What comes to your mind when you hear the words, “leaving a legacy”? Legacy is often interpreted as a monetary gift, but for Stephen Covey, the concept of legacy is broader than money.
Covey, famous for “The 7 Habits of Highly Effective People,” later wrote “The 8th Habit: From Effectiveness to Greatness.” Here, he discusses four universal human needs: living, loving, learning and leaving a legacy.
It’s not hard to spot similarities between Covey’s list and four of the basic needs suggested in Dr. Glasser’s Choice Theory. For example, Glasser defines a need for security/survival, what one might call “living.” There’s also the love/belonging need, in other words, “loving.” Glasser refers to a basic need for fun as our genetic reward for “learning.” Finally, Glasser identified a need for power/recognition; one way of satisfying that need could be through “leaving a legacy.”
I was reminded of legacy and forms of contribution recently when my friend, George McNeary, passed away after much too short a life. While George played different, valued roles for the many people in his life, I’ll focus on the role in which I knew him, as the local Marine Diesel instructor.
In “The 8th Habit,” Covey talks about “finding your voice.” George’s voice was a deep, gravelly one, often accompanied by a smile. But George’s “voice” wasn’t limited to his words; it was perhaps best expressed in his deeds. He demonstrated the belief that anyone who wanted to learn mechanics could learn mechanics.
Some people take longer to learn than others. Some might need to be shown a different way. Some need to do their tasks over and over before they get the gist of how things work.
Different people are different; some learn differently than others. George understood that and he worked with it. His innate kindness, combined with his unflappable nature, meant that you weren’t left behind simply because what you read in a textbook didn’t make sense to you. When George handed you the long-handled wrench and the short-handled wrench and said, “Try it and see the difference,” then you understood.

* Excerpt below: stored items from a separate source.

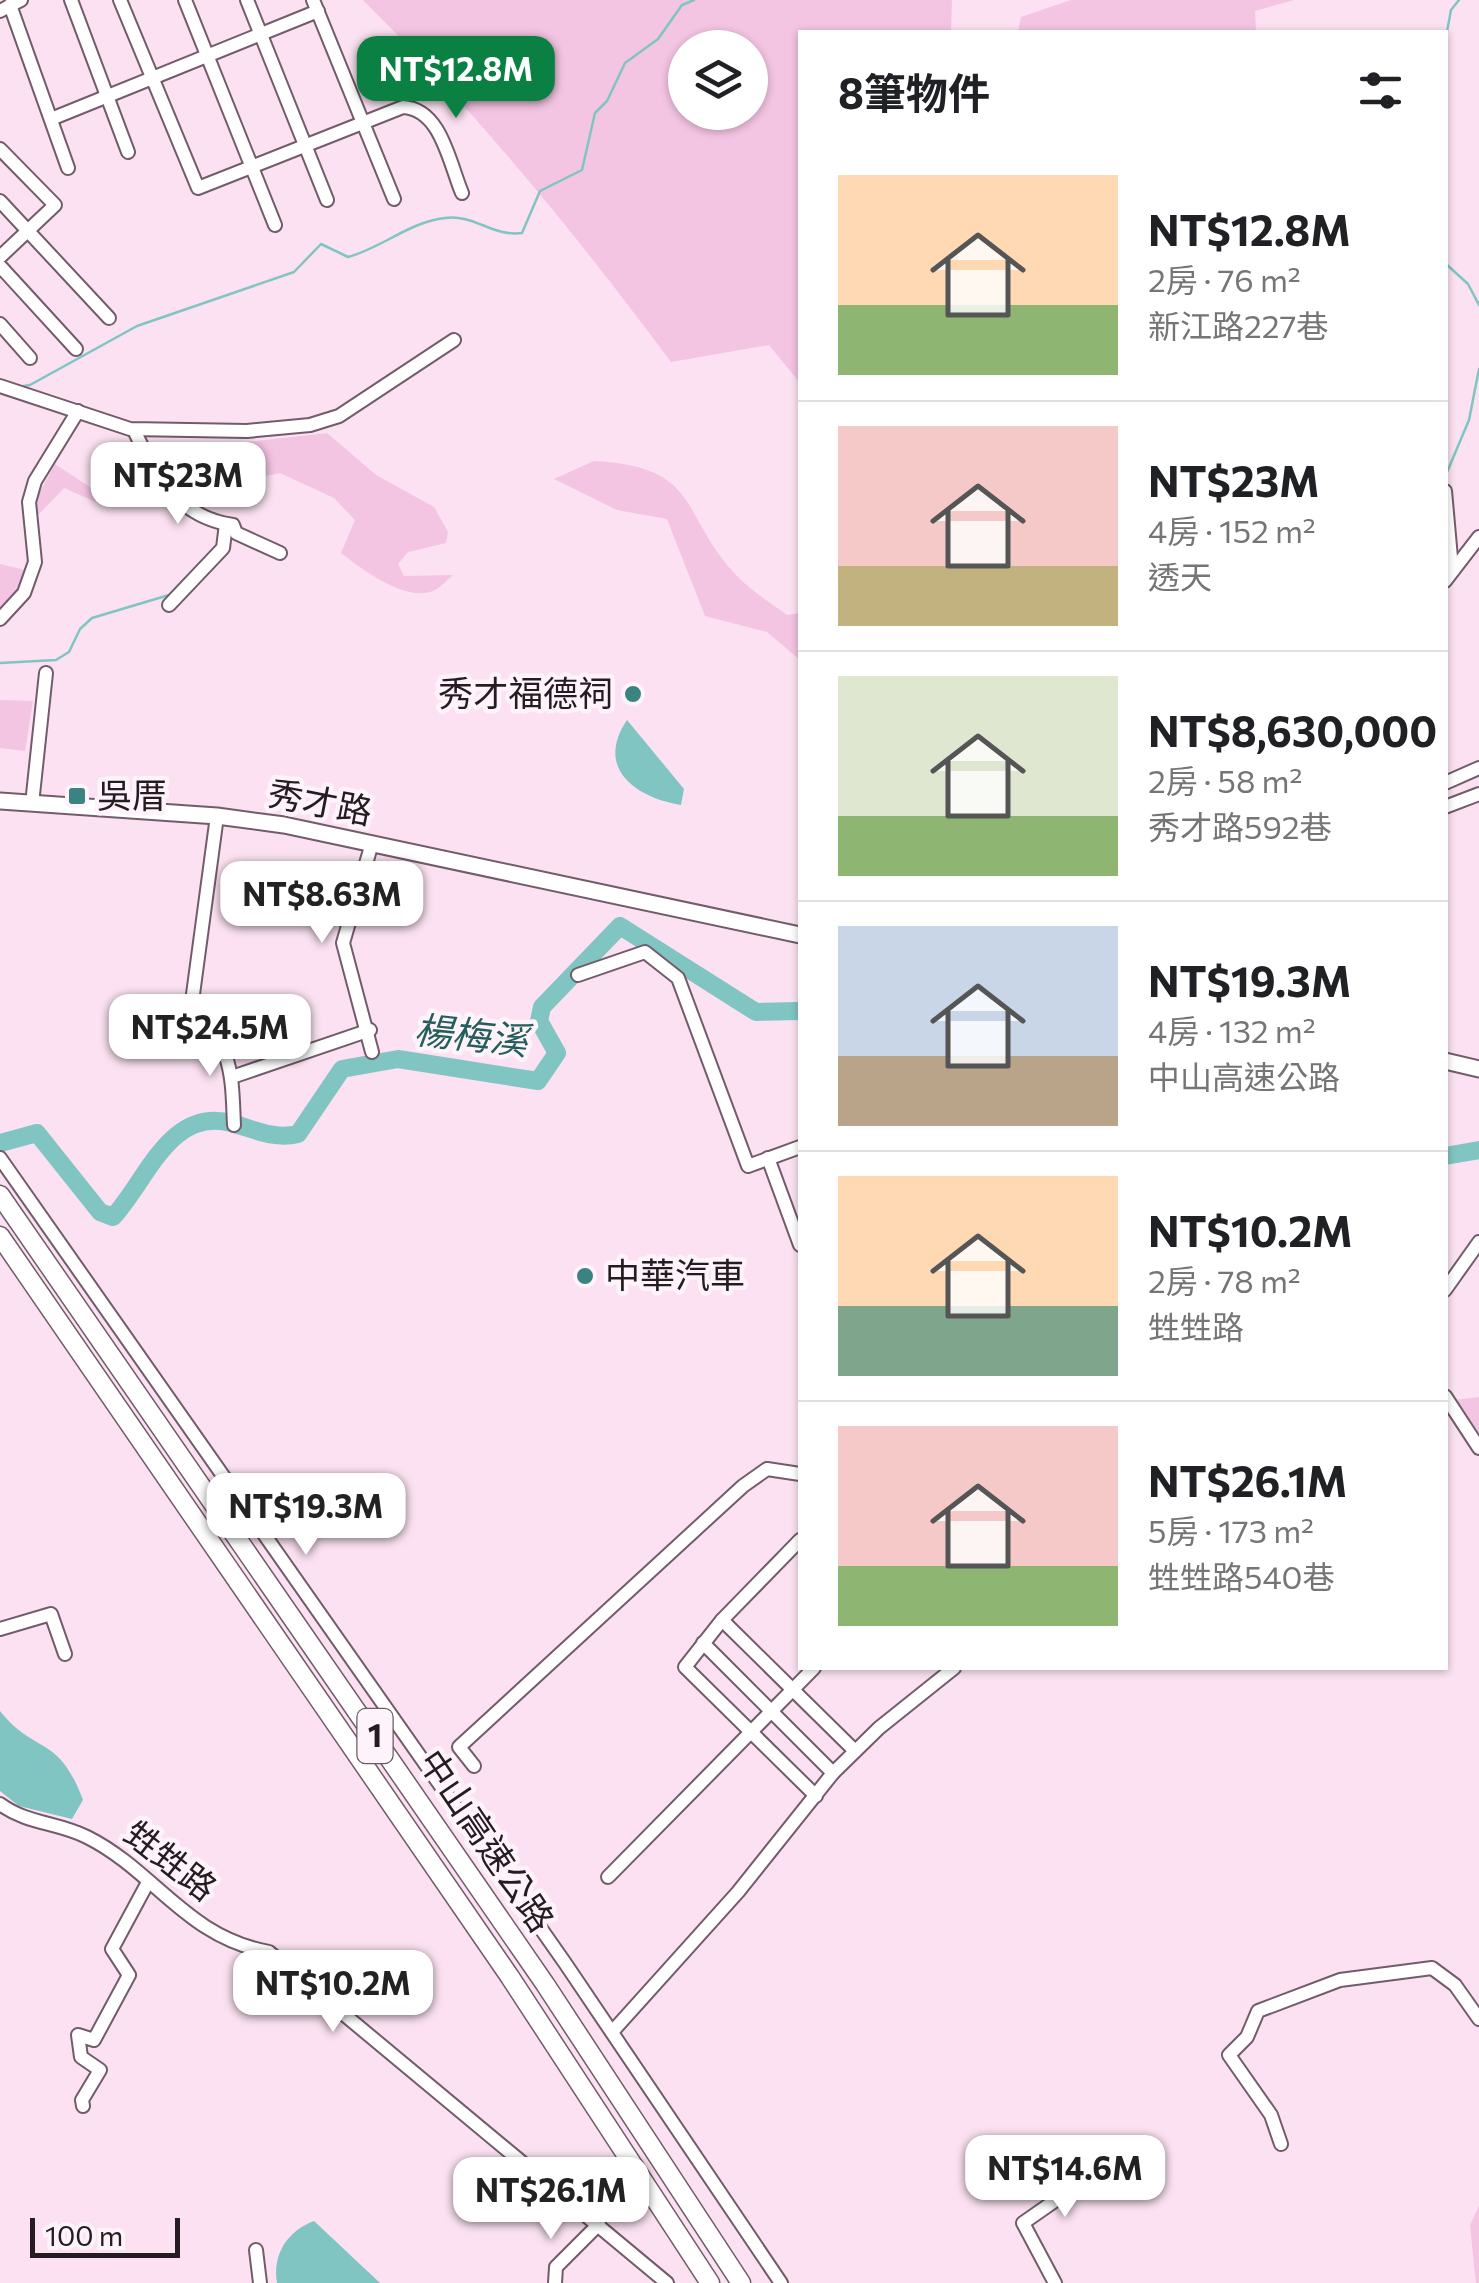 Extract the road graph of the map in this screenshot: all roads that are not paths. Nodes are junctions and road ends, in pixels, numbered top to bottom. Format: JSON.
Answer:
{"nodes":[{"id":1,"x":71,"y":0,"type":"edge"},
{"id":2,"x":120,"y":0,"type":"edge"},
{"id":3,"x":185,"y":0,"type":"edge"},
{"id":4,"x":248,"y":0,"type":"edge"},
{"id":5,"x":316,"y":5,"type":"edge"},
{"id":6,"x":10,"y":6,"type":"edge"},
{"id":7,"x":261,"y":32,"type":"junction"},
{"id":8,"x":208,"y":54,"type":"junction"},
{"id":9,"x":152,"y":76,"type":"junction"},
{"id":10,"x":107,"y":96,"type":"junction"},
{"id":11,"x":50,"y":120,"type":"junction"},
{"id":12,"x":365,"y":120,"type":"junction"},
{"id":13,"x":307,"y":144,"type":"junction"},
{"id":14,"x":0,"y":149,"type":"edge"},
{"id":15,"x":128,"y":152,"type":"dead end"},
{"id":16,"x":252,"y":166,"type":"junction"},
{"id":17,"x":68,"y":168,"type":"dead end"},
{"id":18,"x":462,"y":193,"type":"dead end"},
{"id":19,"x":394,"y":199,"type":"dead end"},
{"id":20,"x":328,"y":200,"type":"dead end"},
{"id":21,"x":0,"y":201,"type":"edge"},
{"id":22,"x":275,"y":225,"type":"dead end"},
{"id":23,"x":30,"y":230,"type":"junction"},
{"id":24,"x":0,"y":256,"type":"edge"},
{"id":25,"x":0,"y":266,"type":"edge"},
{"id":26,"x":109,"y":318,"type":"dead end"},
{"id":27,"x":0,"y":324,"type":"edge"},
{"id":28,"x":454,"y":340,"type":"dead end"},
{"id":29,"x":76,"y":348,"type":"dead end"},
{"id":30,"x":30,"y":358,"type":"dead end"},
{"id":31,"x":0,"y":386,"type":"edge"},
{"id":32,"x":78,"y":412,"type":"junction"},
{"id":33,"x":134,"y":430,"type":"junction"},
{"id":34,"x":226,"y":524,"type":"junction"},
{"id":35,"x":1479,"y":536,"type":"edge"},
{"id":36,"x":280,"y":553,"type":"dead end"},
{"id":37,"x":1449,"y":575,"type":"edge"},
{"id":38,"x":169,"y":604,"type":"dead end"},
{"id":39,"x":0,"y":620,"type":"edge"},
{"id":40,"x":46,"y":673,"type":"dead end"},
{"id":41,"x":1479,"y":768,"type":"edge"},
{"id":42,"x":1448,"y":782,"type":"edge"},
{"id":43,"x":1479,"y":794,"type":"edge"},
{"id":44,"x":0,"y":802,"type":"edge"},
{"id":45,"x":32,"y":804,"type":"junction"},
{"id":46,"x":1448,"y":806,"type":"edge"},
{"id":47,"x":217,"y":816,"type":"junction"},
{"id":48,"x":372,"y":843,"type":"junction"},
{"id":49,"x":798,"y":935,"type":"edge"},
{"id":50,"x":578,"y":975,"type":"dead end"},
{"id":51,"x":370,"y":1030,"type":"junction"},
{"id":52,"x":372,"y":1052,"type":"dead end"},
{"id":53,"x":1448,"y":1062,"type":"edge"},
{"id":54,"x":1479,"y":1069,"type":"edge"},
{"id":55,"x":232,"y":1077,"type":"junction"},
{"id":56,"x":234,"y":1125,"type":"dead end"},
{"id":57,"x":798,"y":1148,"type":"edge"},
{"id":58,"x":0,"y":1158,"type":"edge"},
{"id":59,"x":768,"y":1158,"type":"junction"},
{"id":60,"x":0,"y":1195,"type":"edge"},
{"id":61,"x":0,"y":1236,"type":"edge"},
{"id":62,"x":798,"y":1240,"type":"edge"},
{"id":63,"x":1479,"y":1242,"type":"edge"},
{"id":64,"x":1448,"y":1286,"type":"edge"},
{"id":65,"x":1448,"y":1401,"type":"edge"},
{"id":66,"x":1479,"y":1448,"type":"edge"},
{"id":67,"x":798,"y":1474,"type":"edge"},
{"id":68,"x":798,"y":1542,"type":"edge"},
{"id":69,"x":722,"y":1620,"type":"junction"},
{"id":70,"x":0,"y":1628,"type":"edge"},
{"id":71,"x":703,"y":1643,"type":"junction"},
{"id":72,"x":65,"y":1654,"type":"dead end"},
{"id":73,"x":812,"y":1670,"type":"edge"},
{"id":74,"x":952,"y":1670,"type":"edge"},
{"id":75,"x":793,"y":1690,"type":"junction"},
{"id":76,"x":771,"y":1713,"type":"junction"},
{"id":77,"x":750,"y":1734,"type":"junction"},
{"id":78,"x":855,"y":1751,"type":"junction"},
{"id":79,"x":474,"y":1766,"type":"dead end"},
{"id":80,"x":833,"y":1774,"type":"junction"},
{"id":81,"x":816,"y":1796,"type":"junction"},
{"id":82,"x":0,"y":1804,"type":"edge"},
{"id":83,"x":608,"y":1877,"type":"dead end"},
{"id":84,"x":147,"y":1884,"type":"junction"},
{"id":85,"x":1479,"y":2019,"type":"edge"},
{"id":86,"x":612,"y":2032,"type":"junction"},
{"id":87,"x":83,"y":2106,"type":"dead end"},
{"id":88,"x":1282,"y":2144,"type":"dead end"},
{"id":89,"x":1106,"y":2165,"type":"dead end"},
{"id":90,"x":599,"y":2224,"type":"junction"},
{"id":91,"x":256,"y":2250,"type":"dead end"},
{"id":92,"x":260,"y":2283,"type":"edge"},
{"id":93,"x":555,"y":2283,"type":"edge"},
{"id":94,"x":667,"y":2283,"type":"edge"},
{"id":95,"x":710,"y":2283,"type":"edge"},
{"id":96,"x":742,"y":2283,"type":"edge"},
{"id":97,"x":781,"y":2283,"type":"edge"},
{"id":98,"x":1055,"y":2283,"type":"edge"}],
"edges":[{"from":1,"to":10,"type":"street"},
{"from":2,"to":9,"type":"street"},
{"from":3,"to":8,"type":"street"},
{"from":4,"to":7,"type":"street"},
{"from":5,"to":7,"type":"street"},
{"from":5,"to":12,"type":"street"},
{"from":6,"to":11,"type":"street"},
{"from":7,"to":8,"type":"street"},
{"from":7,"to":13,"type":"street"},
{"from":8,"to":9,"type":"street"},
{"from":8,"to":16,"type":"street"},
{"from":9,"to":10,"type":"street"},
{"from":9,"to":16,"type":"street"},
{"from":10,"to":11,"type":"street"},
{"from":10,"to":15,"type":"street"},
{"from":11,"to":17,"type":"street"},
{"from":12,"to":13,"type":"street"},
{"from":12,"to":18,"type":"street"},
{"from":12,"to":19,"type":"street"},
{"from":13,"to":16,"type":"street"},
{"from":13,"to":20,"type":"street"},
{"from":14,"to":23,"type":"street"},
{"from":16,"to":22,"type":"street"},
{"from":21,"to":23,"type":"street"},
{"from":23,"to":24,"type":"street"},
{"from":23,"to":26,"type":"street"},
{"from":25,"to":29,"type":"street"},
{"from":27,"to":30,"type":"street"},
{"from":28,"to":33,"type":"street"},
{"from":31,"to":32,"type":"street"},
{"from":32,"to":33,"type":"street"},
{"from":32,"to":39,"type":"street"},
{"from":33,"to":34,"type":"street"},
{"from":34,"to":36,"type":"street"},
{"from":34,"to":38,"type":"street"},
{"from":35,"to":37,"type":"street"},
{"from":40,"to":45,"type":"street"},
{"from":41,"to":42,"type":"street"},
{"from":43,"to":46,"type":"street"},
{"from":44,"to":45,"type":"main road","name":"秀才路"},
{"from":45,"to":47,"type":"main road","name":"秀才路"},
{"from":47,"to":48,"type":"main road","name":"秀才路"},
{"from":47,"to":55,"type":"street"},
{"from":48,"to":49,"type":"main road","name":"秀才路"},
{"from":48,"to":51,"type":"street"},
{"from":50,"to":59,"type":"street"},
{"from":51,"to":52,"type":"street"},
{"from":51,"to":55,"type":"street"},
{"from":53,"to":54,"type":"main road"},
{"from":55,"to":56,"type":"street"},
{"from":57,"to":59,"type":"street"},
{"from":58,"to":86,"type":"street"},
{"from":59,"to":62,"type":"street"},
{"from":60,"to":96,"type":"highway","name":"中山高速公路","number":"1"},
{"from":61,"to":95,"type":"highway","name":"中山高速公路","number":"1"},
{"from":63,"to":64,"type":"street"},
{"from":65,"to":66,"type":"street"},
{"from":67,"to":79,"type":"street"},
{"from":68,"to":69,"type":"street"},
{"from":69,"to":71,"type":"street"},
{"from":69,"to":75,"type":"street"},
{"from":70,"to":72,"type":"street"},
{"from":71,"to":76,"type":"street"},
{"from":71,"to":77,"type":"street"},
{"from":73,"to":75,"type":"street"},
{"from":74,"to":78,"type":"street"},
{"from":75,"to":76,"type":"street"},
{"from":75,"to":78,"type":"street"},
{"from":76,"to":77,"type":"street"},
{"from":76,"to":80,"type":"street"},
{"from":77,"to":81,"type":"street"},
{"from":77,"to":83,"type":"street"},
{"from":78,"to":80,"type":"street"},
{"from":80,"to":81,"type":"street"},
{"from":81,"to":86,"type":"street"},
{"from":82,"to":84,"type":"street","name":"甡甡路"},
{"from":84,"to":87,"type":"street"},
{"from":84,"to":90,"type":"street","name":"甡甡路"},
{"from":85,"to":88,"type":"street"},
{"from":86,"to":97,"type":"street"},
{"from":89,"to":98,"type":"street"},
{"from":90,"to":93,"type":"street"},
{"from":90,"to":94,"type":"street","name":"甡甡路"},
{"from":91,"to":92,"type":"street"}]}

Why does this legacy matter? It matters a lot for the individuals who studied and embarked on a career as a result of George’s teaching. They are working, producing, earning money. Among them are people raising families, buying houses and cars, volunteering in their communities, and quite likely also fixing their friends’ and family’s obstinate mechanical contraptions.

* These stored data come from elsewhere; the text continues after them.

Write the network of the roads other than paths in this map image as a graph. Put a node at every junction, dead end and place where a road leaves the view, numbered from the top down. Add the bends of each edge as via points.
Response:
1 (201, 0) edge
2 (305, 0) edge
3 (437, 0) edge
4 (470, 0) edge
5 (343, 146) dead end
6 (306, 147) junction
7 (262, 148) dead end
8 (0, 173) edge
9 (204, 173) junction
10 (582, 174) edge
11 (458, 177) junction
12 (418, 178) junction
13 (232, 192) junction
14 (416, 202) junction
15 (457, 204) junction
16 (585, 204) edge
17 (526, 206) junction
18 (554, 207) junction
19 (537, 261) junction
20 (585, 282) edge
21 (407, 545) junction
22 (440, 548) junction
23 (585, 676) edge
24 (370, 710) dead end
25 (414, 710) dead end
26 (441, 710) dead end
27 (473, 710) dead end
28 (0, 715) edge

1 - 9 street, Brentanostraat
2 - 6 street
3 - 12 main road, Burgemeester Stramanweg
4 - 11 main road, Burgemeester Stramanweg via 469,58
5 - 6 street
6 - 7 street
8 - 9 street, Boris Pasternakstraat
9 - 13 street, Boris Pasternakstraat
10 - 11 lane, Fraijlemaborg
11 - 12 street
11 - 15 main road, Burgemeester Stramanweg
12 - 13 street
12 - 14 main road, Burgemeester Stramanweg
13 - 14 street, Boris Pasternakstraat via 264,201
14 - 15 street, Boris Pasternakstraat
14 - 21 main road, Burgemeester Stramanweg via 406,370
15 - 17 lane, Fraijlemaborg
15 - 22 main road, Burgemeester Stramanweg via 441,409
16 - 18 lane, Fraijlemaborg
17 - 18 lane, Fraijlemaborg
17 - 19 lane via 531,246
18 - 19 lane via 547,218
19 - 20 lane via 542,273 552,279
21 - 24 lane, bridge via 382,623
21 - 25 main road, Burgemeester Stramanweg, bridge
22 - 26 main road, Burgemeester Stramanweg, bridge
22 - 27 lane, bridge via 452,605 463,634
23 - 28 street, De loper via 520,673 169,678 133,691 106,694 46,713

You may be familiar with the “starfish story.” There are variations in how it’s told, but essentially, a beach-walker notices a child tossing starfish back into the ocean. He points out the futility of this effort; there are so many beached starfish; throwing one back won’t make much difference. But as each starfish gets returned to the ocean, he hears, “It made a difference to that one.”
George was humble, so he’d likely be embarrassed by this column. But he would also appreciate the purpose; to remind us that what we do matters. Life can feel overwhelming; so much can seem so hopeless. But each of us has an opportunity to do something, even a small thing. Throw one starfish, teach one person, contribute one moment of joy.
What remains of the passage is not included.